Forget that Caesar salad for a light meal before the big Thanksgiving pig-out.
Soon after the Centers for Disease Control and Prevention called Tuesday for stores, consumers and restaurants to throw away their supply of romaine lettuce, several Madison restaurants reshuffled their menus.
“All of our locations pulled the romaine used on their menus by the early afternoon yesterday, shortly after the warning came out from the CDC,” said Alex Felland, operations manager for Food Fight Restaurant Group, in an email. The company operates 20 restaurants in Madison and surrounding communities.
He said within an hour of the proclamation, “all locations were confirmed to have removed the romaine from their kitchens.”
The CDC notice was more extensive and direct than one issued earlier this year after an E. coli outbreak that sickened about 200 people was blamed for five deaths. That outbreak was attributed to E. coli from romaine grown in Yuma, Arizona. Officials said tainted irrigation water was the likely cause.

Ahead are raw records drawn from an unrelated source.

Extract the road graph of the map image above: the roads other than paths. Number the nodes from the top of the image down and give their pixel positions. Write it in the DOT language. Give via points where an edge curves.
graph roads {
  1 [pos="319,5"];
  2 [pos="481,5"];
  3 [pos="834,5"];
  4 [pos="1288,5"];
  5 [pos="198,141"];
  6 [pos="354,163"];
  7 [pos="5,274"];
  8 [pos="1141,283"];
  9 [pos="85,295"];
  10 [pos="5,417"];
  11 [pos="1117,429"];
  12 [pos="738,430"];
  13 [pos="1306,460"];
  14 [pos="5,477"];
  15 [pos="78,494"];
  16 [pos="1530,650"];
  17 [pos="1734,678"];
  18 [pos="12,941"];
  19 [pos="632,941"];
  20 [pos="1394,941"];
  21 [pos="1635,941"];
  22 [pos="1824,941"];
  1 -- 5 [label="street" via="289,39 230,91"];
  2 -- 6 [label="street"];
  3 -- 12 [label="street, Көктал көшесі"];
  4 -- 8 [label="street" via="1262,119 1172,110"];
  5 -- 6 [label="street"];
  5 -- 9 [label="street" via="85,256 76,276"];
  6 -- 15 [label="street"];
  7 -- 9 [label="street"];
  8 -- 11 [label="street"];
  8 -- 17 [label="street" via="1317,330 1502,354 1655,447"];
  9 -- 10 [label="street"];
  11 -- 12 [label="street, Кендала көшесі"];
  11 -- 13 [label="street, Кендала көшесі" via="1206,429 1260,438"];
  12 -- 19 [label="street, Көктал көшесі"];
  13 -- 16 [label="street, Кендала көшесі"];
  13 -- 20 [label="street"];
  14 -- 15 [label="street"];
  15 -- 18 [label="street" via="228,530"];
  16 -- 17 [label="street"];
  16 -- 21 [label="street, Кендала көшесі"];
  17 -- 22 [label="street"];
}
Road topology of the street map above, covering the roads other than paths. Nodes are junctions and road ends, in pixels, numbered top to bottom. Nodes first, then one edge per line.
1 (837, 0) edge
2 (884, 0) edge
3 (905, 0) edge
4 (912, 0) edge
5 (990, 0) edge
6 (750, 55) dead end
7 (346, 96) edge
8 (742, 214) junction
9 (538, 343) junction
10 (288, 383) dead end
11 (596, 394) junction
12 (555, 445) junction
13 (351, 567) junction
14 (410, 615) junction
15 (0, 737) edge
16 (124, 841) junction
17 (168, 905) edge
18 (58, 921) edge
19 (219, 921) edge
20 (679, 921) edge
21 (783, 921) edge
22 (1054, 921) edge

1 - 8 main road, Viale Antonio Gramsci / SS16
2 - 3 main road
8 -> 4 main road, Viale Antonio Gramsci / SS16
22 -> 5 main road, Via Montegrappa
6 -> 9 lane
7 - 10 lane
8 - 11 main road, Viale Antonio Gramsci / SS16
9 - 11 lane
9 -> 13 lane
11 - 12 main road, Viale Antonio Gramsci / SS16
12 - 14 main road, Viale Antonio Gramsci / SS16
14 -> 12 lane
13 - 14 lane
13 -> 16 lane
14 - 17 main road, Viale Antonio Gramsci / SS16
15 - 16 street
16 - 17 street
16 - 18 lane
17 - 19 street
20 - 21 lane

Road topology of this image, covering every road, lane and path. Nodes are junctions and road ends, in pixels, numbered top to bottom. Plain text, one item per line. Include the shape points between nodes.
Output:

The latest outbreak is a different type of virulent E. coli strain, and officials have yet to pin down a source.
“Do not eat any romaine lettuce, including whole heads and hearts, chopped, organic and salad mixes with romaine until we learn more,” the agency said in a tweet Tuesday. “If you don’t know if it’s romaine or can’t confirm the source, don’t eat it.”
The situation has not come without hardship.
Jenifer Street Market owner Steve McKenzie said that because of the time of year and other market forces, romaine has been “in really short supply,” so it was a lot of money down the drain.
“The market price is a lot stronger than it normally is,” he said. “So it’s frustrating.”
He said he’s also disappointed by the lack of information from health officials as news trickles out that the likely source of the tainted lettuce is in California. McKenzie got his lettuce from Florida.
“I have a funny feeling that my product does not have a problem at all," he said. "But we’ve obviously had to go to the safest common denominator and pull it all.”
Health officials reported that 32 people in 11 states, including Wisconsin, were infected between Oct. 8 and Oct. 31, as well as 18 people in the Canadian provinces of Ontario and Quebec.
Other states include Connecticut, Illinois, Massachusetts, Maryland, Michigan, New Hampshire, New Jersey, New York, Ohio and California, where most of the romaine grown this time of year originates.
Doug Voegeli, director of environmental health for Madison and Dane County Public Health, said the effort to get romaine off of grocery shelves and out of restaurant kitchens involves multiple channels.
The health department, he said, issued a newsletter that goes to restaurants and retailers, and inspectors will follow up with inspections. In addition, distributors like Sysco, one of the leading suppliers for area restaurants and cafeterias, will work with clients to ensure that lettuce is thrown out.
“You have the public media, you have us and you have the distributors that are ensuring that people are throwing it out,” he said.
Local restaurants have been quick to find alternatives.
“We have other greens that we are using for our base,” said Raenah May, a manager at Forage Kitchen, a State Street restaurant that specializes in salads and cold-press juices.
The restaurant is giving customers a choice between spinach, mixed greens and kale, she said.
“People have been pretty understanding,” she said. “They don’t want to get sick."
For the owners of Glass Nickel on Madison’s west side, it wasn’t an issue. The restaurant stopped using romaine after the last outbreak.
“We switched to green leaf since the last recall,” said co-owner Noel Johnson.
She said Glass Nickel brought it back briefly, but “it was not in good shape.”
The CDC call to toss all romaine lettuce falls short of a recall, a move that U.S. Food and Drug Commissioner Scott Gottlieb said there was insufficient information to make, according to the Associated Press. Health officials are still trying to determine the source, and Gottlieb said that contaminated lettuce is likely still on the market.
Voegeli said the wording of the CDC advisory likely doesn’t give the department the authority to order the removal of romaine lettuce from menus and store shelves, but “we do have pretty good relationships.”
“If we ask restaurants or grocery stores to do something, they usually are pretty good about following through,” he said. “The restaurants and the grocery stores don’t want anybody to get sick.”